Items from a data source

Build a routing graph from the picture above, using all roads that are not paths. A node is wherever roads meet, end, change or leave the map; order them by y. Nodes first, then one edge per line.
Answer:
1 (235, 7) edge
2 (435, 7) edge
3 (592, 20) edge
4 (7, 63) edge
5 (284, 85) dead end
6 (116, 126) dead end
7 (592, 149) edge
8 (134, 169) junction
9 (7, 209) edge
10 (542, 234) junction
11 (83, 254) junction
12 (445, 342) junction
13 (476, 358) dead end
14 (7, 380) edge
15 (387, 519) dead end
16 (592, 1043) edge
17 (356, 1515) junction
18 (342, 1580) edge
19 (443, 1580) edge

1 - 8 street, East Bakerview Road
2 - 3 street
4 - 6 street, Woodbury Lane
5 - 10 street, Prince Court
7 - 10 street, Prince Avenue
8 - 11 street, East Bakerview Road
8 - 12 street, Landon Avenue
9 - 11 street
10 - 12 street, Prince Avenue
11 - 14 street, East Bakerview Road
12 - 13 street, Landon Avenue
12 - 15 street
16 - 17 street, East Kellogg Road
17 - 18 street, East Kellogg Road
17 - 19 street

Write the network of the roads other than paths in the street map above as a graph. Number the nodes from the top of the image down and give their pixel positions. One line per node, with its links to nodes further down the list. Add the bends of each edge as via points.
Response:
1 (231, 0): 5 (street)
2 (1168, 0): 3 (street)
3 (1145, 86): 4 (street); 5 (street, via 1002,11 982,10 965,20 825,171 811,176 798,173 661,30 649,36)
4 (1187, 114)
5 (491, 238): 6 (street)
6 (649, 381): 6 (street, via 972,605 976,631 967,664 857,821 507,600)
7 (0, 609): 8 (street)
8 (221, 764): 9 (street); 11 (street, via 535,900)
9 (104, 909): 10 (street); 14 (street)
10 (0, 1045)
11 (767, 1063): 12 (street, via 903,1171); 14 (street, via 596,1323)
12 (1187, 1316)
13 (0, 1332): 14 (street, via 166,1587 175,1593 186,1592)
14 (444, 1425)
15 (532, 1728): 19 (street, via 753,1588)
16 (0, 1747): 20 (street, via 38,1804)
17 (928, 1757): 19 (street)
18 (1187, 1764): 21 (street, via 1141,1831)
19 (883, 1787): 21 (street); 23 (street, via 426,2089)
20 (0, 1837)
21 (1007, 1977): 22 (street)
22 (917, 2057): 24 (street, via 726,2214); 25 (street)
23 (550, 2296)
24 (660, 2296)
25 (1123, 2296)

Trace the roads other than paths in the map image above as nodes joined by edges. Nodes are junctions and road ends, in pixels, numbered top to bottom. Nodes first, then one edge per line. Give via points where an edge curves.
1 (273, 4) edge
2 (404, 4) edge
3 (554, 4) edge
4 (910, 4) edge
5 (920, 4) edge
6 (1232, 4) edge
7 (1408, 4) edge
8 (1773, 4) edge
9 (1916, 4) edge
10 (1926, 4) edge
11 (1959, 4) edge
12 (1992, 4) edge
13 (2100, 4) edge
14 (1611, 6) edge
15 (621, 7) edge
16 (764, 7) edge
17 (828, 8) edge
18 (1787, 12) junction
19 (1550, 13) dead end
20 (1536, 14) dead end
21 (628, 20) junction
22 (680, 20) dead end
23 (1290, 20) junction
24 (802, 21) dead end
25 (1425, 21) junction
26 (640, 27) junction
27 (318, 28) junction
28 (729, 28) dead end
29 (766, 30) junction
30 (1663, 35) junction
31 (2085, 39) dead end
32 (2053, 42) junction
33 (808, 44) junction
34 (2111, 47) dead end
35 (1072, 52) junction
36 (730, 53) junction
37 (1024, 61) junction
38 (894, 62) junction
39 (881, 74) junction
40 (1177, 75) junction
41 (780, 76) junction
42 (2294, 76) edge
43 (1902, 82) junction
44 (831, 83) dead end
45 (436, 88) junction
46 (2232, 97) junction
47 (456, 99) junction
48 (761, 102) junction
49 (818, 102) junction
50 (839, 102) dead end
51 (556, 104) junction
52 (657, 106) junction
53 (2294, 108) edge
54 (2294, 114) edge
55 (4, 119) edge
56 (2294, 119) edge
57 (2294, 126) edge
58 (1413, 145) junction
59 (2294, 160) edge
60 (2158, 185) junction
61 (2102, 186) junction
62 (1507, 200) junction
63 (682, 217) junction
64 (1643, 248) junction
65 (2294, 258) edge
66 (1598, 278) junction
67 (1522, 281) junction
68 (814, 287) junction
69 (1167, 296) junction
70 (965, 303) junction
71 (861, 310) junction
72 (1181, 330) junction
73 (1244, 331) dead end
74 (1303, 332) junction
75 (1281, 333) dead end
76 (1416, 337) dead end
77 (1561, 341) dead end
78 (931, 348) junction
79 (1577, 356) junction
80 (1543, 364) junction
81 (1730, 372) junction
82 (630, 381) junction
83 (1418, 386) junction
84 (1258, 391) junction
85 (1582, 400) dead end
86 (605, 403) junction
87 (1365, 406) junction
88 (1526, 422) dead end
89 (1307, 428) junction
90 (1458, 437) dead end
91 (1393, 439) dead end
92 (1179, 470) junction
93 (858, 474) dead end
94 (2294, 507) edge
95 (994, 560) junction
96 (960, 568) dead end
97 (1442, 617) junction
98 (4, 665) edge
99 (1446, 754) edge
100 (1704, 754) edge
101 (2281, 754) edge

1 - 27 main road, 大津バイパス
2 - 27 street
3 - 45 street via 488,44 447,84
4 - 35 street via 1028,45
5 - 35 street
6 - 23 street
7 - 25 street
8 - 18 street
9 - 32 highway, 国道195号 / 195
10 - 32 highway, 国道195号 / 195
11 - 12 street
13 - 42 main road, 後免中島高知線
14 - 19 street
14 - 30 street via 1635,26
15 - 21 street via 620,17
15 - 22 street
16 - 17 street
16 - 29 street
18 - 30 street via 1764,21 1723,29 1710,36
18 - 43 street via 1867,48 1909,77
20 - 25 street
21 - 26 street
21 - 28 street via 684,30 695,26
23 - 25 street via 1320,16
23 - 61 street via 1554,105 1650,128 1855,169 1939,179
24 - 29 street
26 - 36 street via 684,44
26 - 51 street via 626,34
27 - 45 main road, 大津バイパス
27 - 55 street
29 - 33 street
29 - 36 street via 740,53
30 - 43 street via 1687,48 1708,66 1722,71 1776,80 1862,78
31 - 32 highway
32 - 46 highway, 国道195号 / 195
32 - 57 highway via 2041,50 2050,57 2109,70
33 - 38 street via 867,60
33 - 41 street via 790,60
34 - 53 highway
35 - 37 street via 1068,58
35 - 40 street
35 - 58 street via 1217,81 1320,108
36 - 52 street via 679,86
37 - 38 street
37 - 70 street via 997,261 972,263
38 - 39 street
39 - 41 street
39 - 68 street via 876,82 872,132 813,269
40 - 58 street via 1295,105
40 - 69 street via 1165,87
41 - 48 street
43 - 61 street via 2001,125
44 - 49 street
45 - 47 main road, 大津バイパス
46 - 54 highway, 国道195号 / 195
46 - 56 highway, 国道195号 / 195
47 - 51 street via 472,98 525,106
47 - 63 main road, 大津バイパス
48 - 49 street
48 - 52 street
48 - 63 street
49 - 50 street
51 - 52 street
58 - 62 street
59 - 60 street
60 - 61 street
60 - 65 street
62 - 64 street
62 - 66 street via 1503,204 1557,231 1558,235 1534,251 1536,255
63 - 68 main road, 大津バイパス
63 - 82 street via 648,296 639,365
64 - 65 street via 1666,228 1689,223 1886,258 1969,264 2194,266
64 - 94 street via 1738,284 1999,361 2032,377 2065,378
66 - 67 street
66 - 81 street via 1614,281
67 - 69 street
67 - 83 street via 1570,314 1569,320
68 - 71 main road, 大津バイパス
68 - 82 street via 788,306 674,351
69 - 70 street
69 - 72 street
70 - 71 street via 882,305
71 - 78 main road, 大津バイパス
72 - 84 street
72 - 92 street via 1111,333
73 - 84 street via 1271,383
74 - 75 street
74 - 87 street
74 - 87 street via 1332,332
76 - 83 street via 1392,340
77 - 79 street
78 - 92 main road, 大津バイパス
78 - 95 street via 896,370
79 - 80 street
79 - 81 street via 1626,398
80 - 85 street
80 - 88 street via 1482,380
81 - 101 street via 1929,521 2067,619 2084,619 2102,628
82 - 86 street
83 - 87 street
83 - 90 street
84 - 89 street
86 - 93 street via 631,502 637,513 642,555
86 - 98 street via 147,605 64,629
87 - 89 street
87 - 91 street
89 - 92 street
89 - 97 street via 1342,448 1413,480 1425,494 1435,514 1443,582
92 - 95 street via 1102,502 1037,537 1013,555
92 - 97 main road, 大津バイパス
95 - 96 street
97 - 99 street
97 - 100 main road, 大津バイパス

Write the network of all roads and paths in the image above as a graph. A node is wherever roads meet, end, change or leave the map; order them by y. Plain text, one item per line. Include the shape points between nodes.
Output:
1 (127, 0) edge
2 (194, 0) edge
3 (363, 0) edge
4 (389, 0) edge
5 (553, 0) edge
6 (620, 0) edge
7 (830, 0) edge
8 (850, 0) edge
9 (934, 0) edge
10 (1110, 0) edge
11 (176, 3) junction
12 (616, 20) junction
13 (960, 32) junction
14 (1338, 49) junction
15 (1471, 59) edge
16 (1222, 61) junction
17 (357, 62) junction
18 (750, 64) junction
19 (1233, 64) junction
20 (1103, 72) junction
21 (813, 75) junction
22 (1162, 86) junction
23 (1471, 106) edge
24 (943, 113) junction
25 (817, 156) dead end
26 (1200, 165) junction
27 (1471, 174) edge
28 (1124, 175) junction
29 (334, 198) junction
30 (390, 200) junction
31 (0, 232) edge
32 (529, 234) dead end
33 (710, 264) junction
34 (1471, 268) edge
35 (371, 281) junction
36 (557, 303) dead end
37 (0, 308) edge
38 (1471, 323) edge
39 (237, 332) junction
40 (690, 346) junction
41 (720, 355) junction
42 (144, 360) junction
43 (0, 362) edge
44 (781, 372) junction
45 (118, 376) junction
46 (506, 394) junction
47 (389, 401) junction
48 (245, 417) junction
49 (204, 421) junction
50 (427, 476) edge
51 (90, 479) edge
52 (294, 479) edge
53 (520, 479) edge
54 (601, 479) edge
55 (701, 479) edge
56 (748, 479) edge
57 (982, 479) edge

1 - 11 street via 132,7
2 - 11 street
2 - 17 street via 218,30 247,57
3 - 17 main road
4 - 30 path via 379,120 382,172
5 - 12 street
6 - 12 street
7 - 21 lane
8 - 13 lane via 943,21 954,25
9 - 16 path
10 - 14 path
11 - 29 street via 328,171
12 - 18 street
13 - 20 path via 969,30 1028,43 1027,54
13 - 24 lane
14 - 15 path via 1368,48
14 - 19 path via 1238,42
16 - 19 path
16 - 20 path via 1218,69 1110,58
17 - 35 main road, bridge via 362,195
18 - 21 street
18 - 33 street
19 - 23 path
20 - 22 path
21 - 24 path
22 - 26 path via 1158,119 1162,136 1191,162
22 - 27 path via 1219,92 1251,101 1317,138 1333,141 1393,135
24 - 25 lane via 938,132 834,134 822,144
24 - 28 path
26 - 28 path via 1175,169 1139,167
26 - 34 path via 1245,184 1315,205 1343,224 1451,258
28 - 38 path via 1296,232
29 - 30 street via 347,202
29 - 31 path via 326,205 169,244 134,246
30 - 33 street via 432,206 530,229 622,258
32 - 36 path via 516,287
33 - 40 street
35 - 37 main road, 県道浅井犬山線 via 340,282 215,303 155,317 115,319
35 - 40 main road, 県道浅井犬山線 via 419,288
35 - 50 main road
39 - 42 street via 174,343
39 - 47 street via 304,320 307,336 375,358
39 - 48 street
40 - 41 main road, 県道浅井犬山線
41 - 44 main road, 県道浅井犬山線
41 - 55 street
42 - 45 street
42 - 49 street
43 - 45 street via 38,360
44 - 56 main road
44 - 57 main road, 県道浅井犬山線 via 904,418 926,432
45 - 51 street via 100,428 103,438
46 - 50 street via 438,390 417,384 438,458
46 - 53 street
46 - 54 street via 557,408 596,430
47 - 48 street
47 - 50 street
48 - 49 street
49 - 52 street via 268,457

Exercise objective:
Which lines of the data include the string "Avenue"? Find them and copy each one.

Answer to this task:
7 - 10 street, Prince Avenue
8 - 12 street, Landon Avenue
10 - 12 street, Prince Avenue
12 - 13 street, Landon Avenue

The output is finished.